Greece’s new Ambassador to Germany, Theodoros Daskarolis, has the task of improving relations with Angela Merkel’s government. EurActiv’s partner Tagesspiegel reports.
Greece’s new representative in Berlin is a cautious man, and thinks deliberately before answering questions. These are his first weeks in the job, but at our meeting at the Greek Embassy he already has several exhausting days under his belt. After a hasty move from his position as the ambassador to Malta, he has much to do in Berlin and little time to sleep.
His predecessor left a few months ago, as it was decided that he had not represented the Syriza government strongly enough, and was withdrawn as a result, even though it was in the midst of the crisis. Daskarolis was eventually asked to return to a city that he is well-acquainted with, but which has changed dramatically every time he returns to it.

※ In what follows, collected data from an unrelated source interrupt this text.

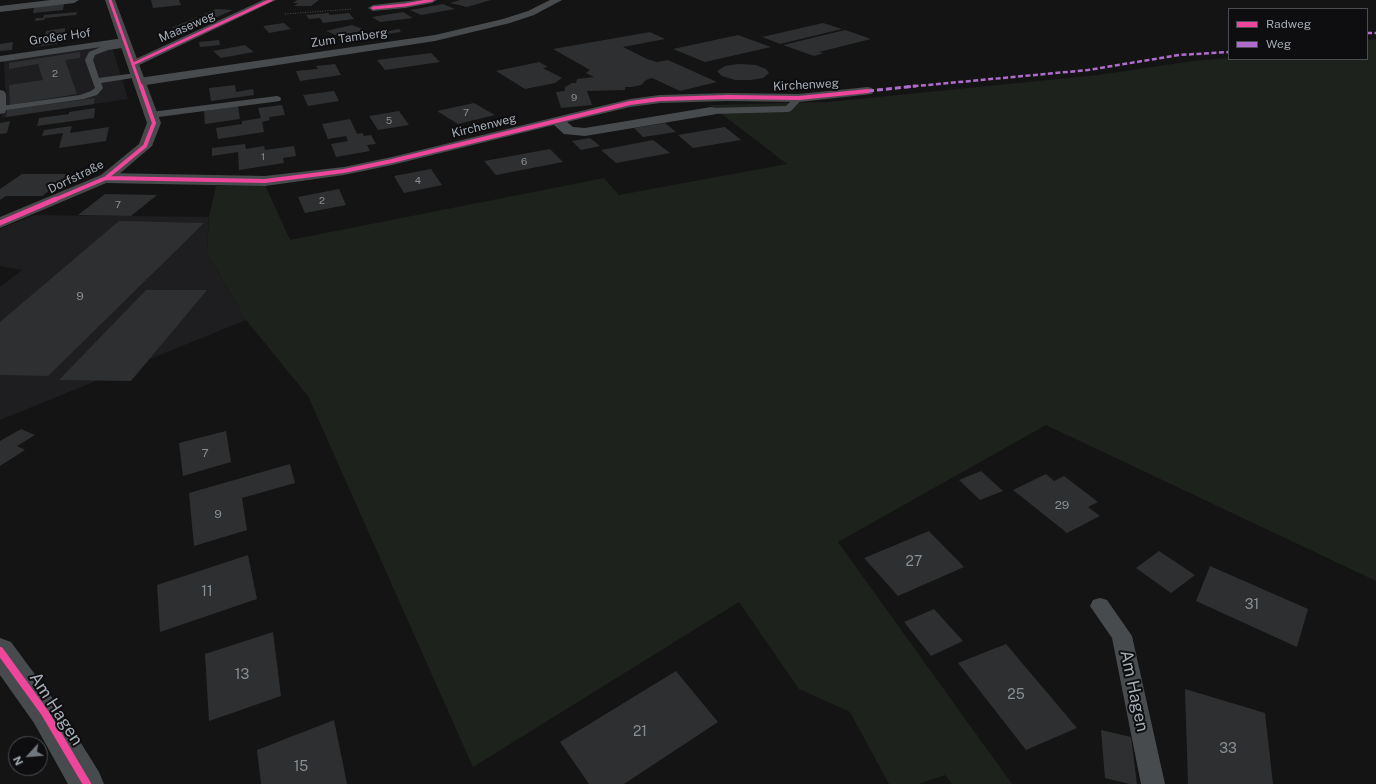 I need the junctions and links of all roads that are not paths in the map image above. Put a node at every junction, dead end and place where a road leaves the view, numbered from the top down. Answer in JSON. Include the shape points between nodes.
{"nodes":[{"id":1,"x":74,"y":0,"type":"edge"},
{"id":2,"x":110,"y":0,"type":"edge"},
{"id":3,"x":271,"y":0,"type":"edge"},
{"id":4,"x":432,"y":0,"type":"edge"},
{"id":5,"x":557,"y":0,"type":"edge"},
{"id":6,"x":373,"y":8,"type":"road end"},
{"id":7,"x":0,"y":9,"type":"edge"},
{"id":8,"x":125,"y":43,"type":"junction"},
{"id":9,"x":0,"y":59,"type":"edge"},
{"id":10,"x":136,"y":74,"type":"junction"},
{"id":11,"x":96,"y":81,"type":"junction"},
{"id":12,"x":868,"y":91,"type":"dead end"},
{"id":13,"x":0,"y":94,"type":"edge"},
{"id":14,"x":798,"y":98,"type":"junction"},
{"id":15,"x":277,"y":99,"type":"dead end"},
{"id":16,"x":1,"y":110,"type":"edge"},
{"id":17,"x":711,"y":111,"type":"joint"},
{"id":18,"x":151,"y":116,"type":"junction"},
{"id":19,"x":557,"y":120,"type":"junction"},
{"id":20,"x":106,"y":178,"type":"junction"},
{"id":21,"x":0,"y":223,"type":"edge"},
{"id":22,"x":1100,"y":606,"type":"dead end"},
{"id":23,"x":0,"y":651,"type":"edge"},
{"id":24,"x":87,"y":784,"type":"edge"},
{"id":25,"x":1153,"y":784,"type":"edge"}],
"edges":[{"from":1,"to":7,"type":"street"},
{"from":2,"to":8,"type":"street","name":"Dorfstraße"},
{"from":3,"to":10,"type":"street","name":"Maaseweg"},
{"from":4,"to":6,"type":"street"},
{"from":5,"to":10,"type":"street","name":"Zum Tamberg","via":[[531,13],[506,21],[435,38]]},
{"from":8,"to":9,"type":"street","name":"Großer Hof"},
{"from":8,"to":10,"type":"street","name":"Dorfstraße"},
{"from":8,"to":11,"type":"lane","via":[[92,54],[89,60]]},
{"from":10,"to":11,"type":"lane"},
{"from":10,"to":18,"type":"street","name":"Dorfstraße"},
{"from":11,"to":16,"type":"lane","via":[[99,88],[94,93],[81,97]]},
{"from":12,"to":14,"type":"street","name":"Kirchenweg"},
{"from":13,"to":16,"type":"street"},
{"from":14,"to":17,"type":"lane","via":[[788,109]]},
{"from":14,"to":19,"type":"street","name":"Kirchenweg","via":[[660,99]]},
{"from":15,"to":18,"type":"lane"},
{"from":17,"to":19,"type":"street","via":[[585,132],[569,132]]},
{"from":18,"to":20,"type":"street","name":"Dorfstraße","via":[[154,123],[145,146]]},
{"from":19,"to":20,"type":"street","name":"Kirchenweg","via":[[344,171],[265,180]]},
{"from":20,"to":21,"type":"street","name":"Dorfstraße"},
{"from":22,"to":25,"type":"lane","name":"Am Hagen","via":[[1122,636]]},
{"from":23,"to":24,"type":"street","name":"Am Hagen","via":[[45,713]]}]} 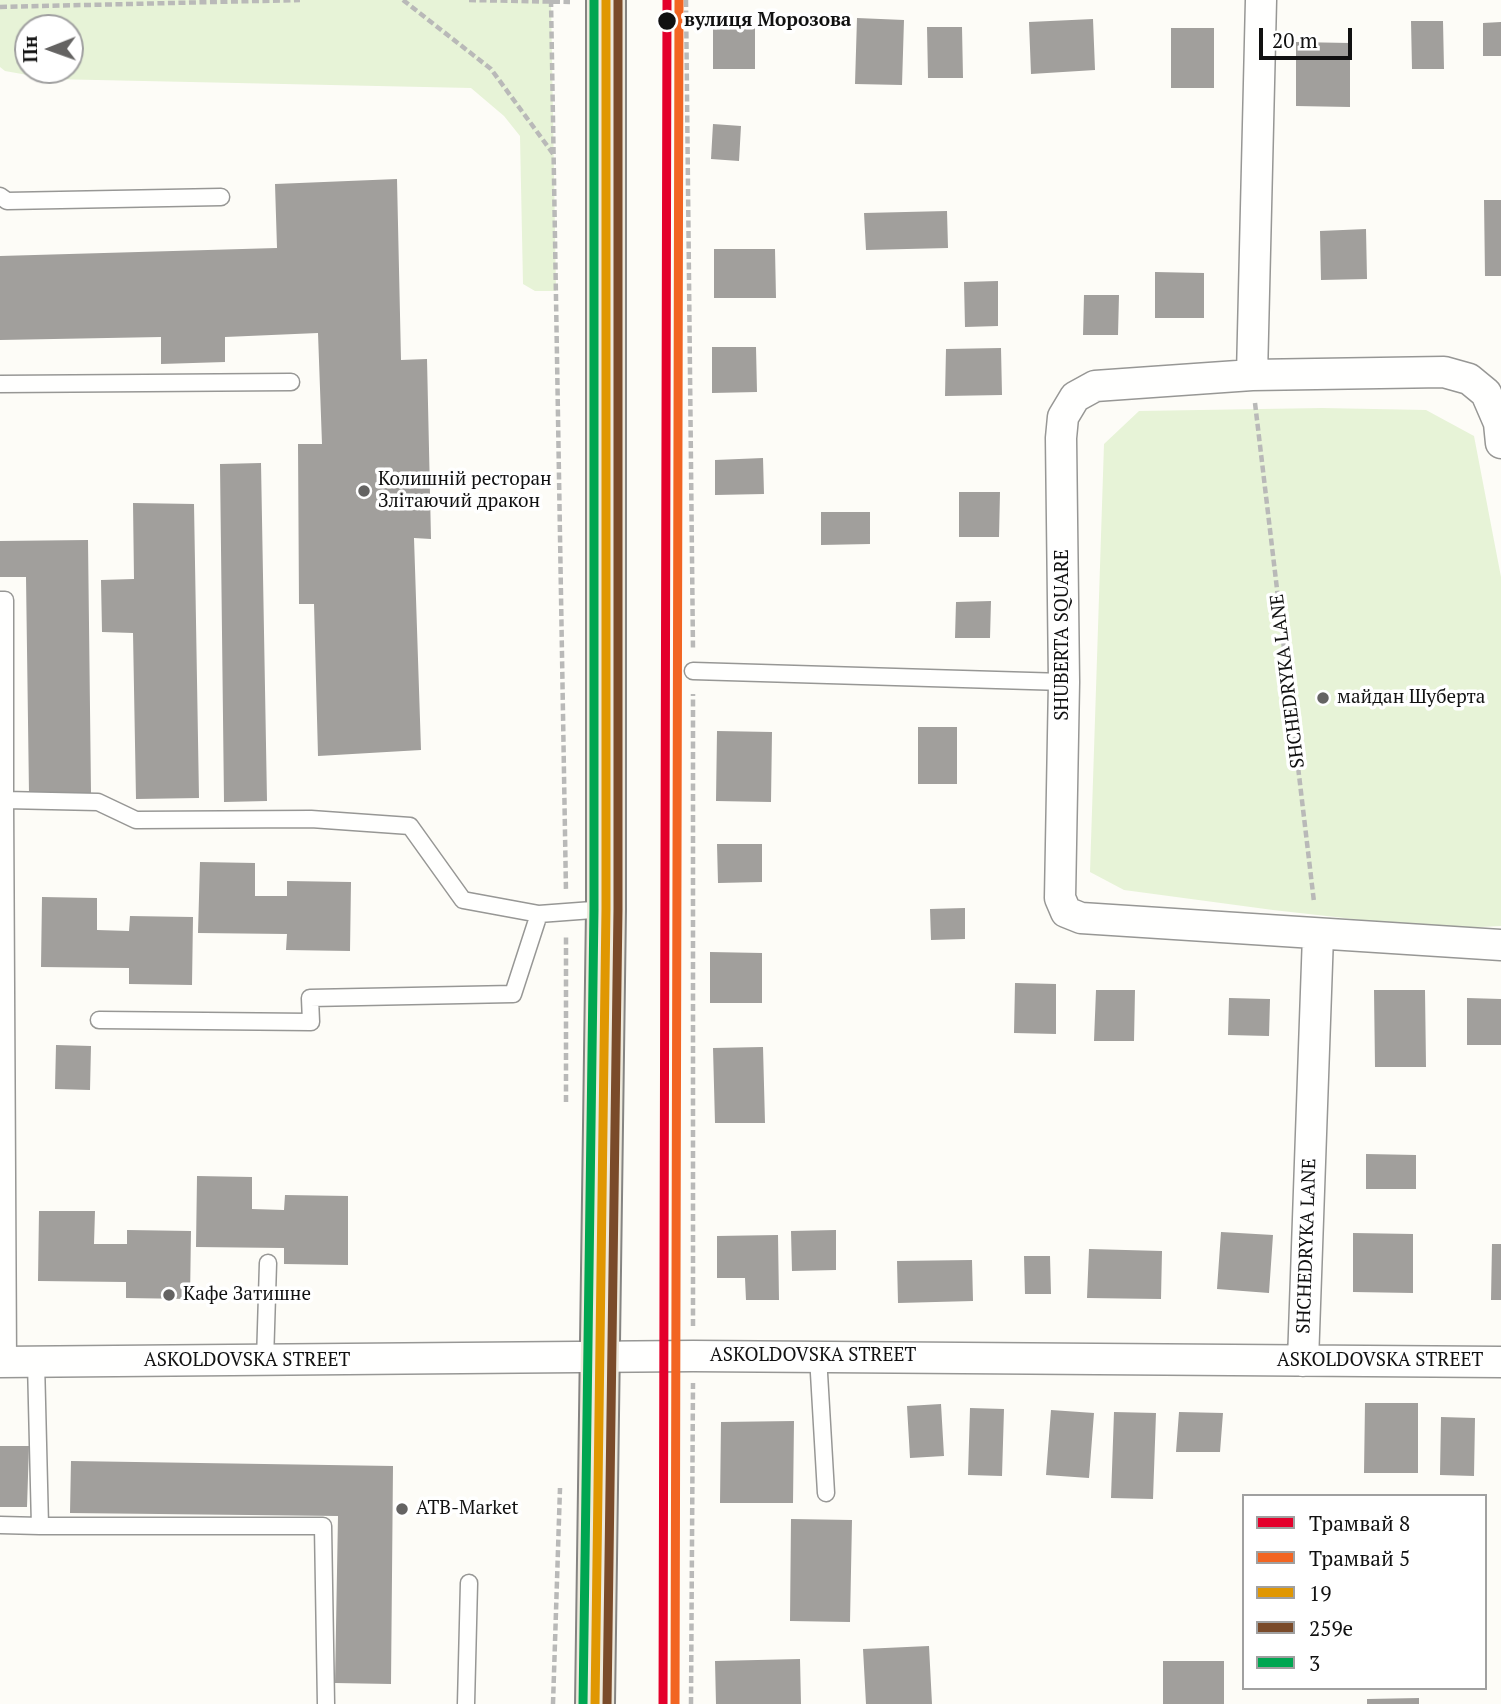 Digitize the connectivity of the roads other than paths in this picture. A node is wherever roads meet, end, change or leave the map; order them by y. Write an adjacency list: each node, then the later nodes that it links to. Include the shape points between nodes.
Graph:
1 (1261, 0): 5 (street)
2 (588, 1): 13 (main road)
3 (0, 196): 4 (lane, via 7,201)
4 (221, 197)
5 (1252, 375): 8 (street, SHUBERTA SQUARE, via 1444,372 1469,379 1486,393 1499,423); 11 (street, SHUBERTA SQUARE, via 1095,387 1075,397 1063,417)
6 (292, 382): 7 (lane)
7 (0, 384)
8 (1501, 443)
9 (0, 600): 12 (lane, via 5,600)
10 (694, 671): 11 (lane)
11 (1064, 682): 15 (street, SHUBERTA SQUARE, via 1060,898 1066,912 1081,918)
12 (5, 800): 14 (lane, via 98,802 136,820 311,819 410,826 463,900); 23 (lane)
13 (606, 909): 14 (lane); 20 (main road)
14 (539, 914): 17 (lane, via 513,994 310,998 311,1022)
15 (1318, 934): 16 (street, SHUBERTA SQUARE); 22 (street, SHCHEDRYKA LANE)
16 (1501, 945)
17 (100, 1020)
18 (268, 1263): 21 (lane)
19 (818, 1356): 20 (street, ASKOLDOVSKA STREET); 22 (street, ASKOLDOVSKA STREET); 25 (lane)
20 (601, 1358): 21 (street, ASKOLDOVSKA STREET); 31 (main road)
21 (265, 1361): 23 (street, ASKOLDOVSKA STREET)
22 (1303, 1361): 24 (street, ASKOLDOVSKA STREET)
23 (15, 1362): 27 (lane)
24 (1501, 1362)
25 (826, 1493)
26 (0, 1525): 27 (lane)
27 (40, 1526): 29 (lane, via 323,1527)
28 (469, 1583): 30 (lane)
29 (326, 1704)
30 (466, 1704)
31 (595, 1704)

On 9 November 1989, a young Daskarolis, at the time an embassy secretary in East Berlin, sat glued to his TV screen as people flocked to the border. When asked why he did not go out into the street himself, he replied that it was because he was a diplomat. Diplomats observe and do not get involved. “One has to report back,” he said.
People back home in Greece wanted to know what happened on that infamous night in Berlin. Tweets and Instagram posts were not available then to give people an idea of what was going on. The next day, Daskarolis went to Checkpoint Charlie to see the masses of people crossing the border, in both directions.
“That was a brilliant day,” he said. “The happy people, the feeling of freedom!” He remained in his post until the end of December 1990, when the GDR ceased to exist and he was moved on, first to a position in Athens, then four years as Consul General in New Zealand.
Daskarolis has always had close ties with Germany. Born in Athens in 1955, he lived with his parents for several years in Bonn.
He returned to Berlin in 2000, where the new capital of a united Germany was 10 years older and he himself was in his mid-forties. The beginning of the millennium was characterised by a ‘Europe euphoria’, the country having implemented the Schengen agreement since 1995. “The European project was firmly anchored then,” he said, looking back, “a guarantee for security and economic recovery”.
Greece joined the Euro in 2001, with Germany being one of the biggest supporters of the move. At that time, the German Chancellor Gerhard Schröder (SPD) and the Greek Prime Minister Kostas Simitis (PASOK), as well as their foreign ministers, Joschka Fischer (Greens) and Giorgos Papandreou [PASOK], had a good relationship. Daskarolis stayed on until 2003, with the Athens-Berlin friendship holding firm up to and beyond the 2004 Olympic games. However, soon after, the economic problems began and the relationship began to cool as the crisis developed.
Now, everything in Berlin is different once again. The job that he has been asked to do is considered to be one of the most difficult diplomatic postings in Greece. As Daskarolis arrived in September, it was not clear whether he would be representing Alexis Tsipras’ government, who appointed him, or a new premier. Ultimately, an ambassador answers to his country, not a particular political power.
The embassy phone is no longer ringing off the hook 24/7 like it was, but Greece is still having to cope with new austerity measures and the aftermath of what has happened so far this year.
Daskarolis’ opinion on this is quite clear, the last few months having tested German-Greek relations to breaking point, “In Greece, historical wounds have been opened up again.” Both sides will have to rebuild confidence in each other. “The EU is our shared destiny, our shared home. Only through joint efforts and shared confidence will we cope with major challenges like the refugee crisis.”
Comparisons have been made between the situation the GDR economy found itself in and Greece, as well as Alexis Tsipras and the CSU. “Such comparisons are not only incorrect, but also misleading,” he said. “The time is unique, the crisis is unique and Tsipras’ position is unique,” he added.
The young government in Athens will write their own history and Daskarolis has just begun a new chapter in his own Germanic story.
This article was previously published by EurActiv Germany.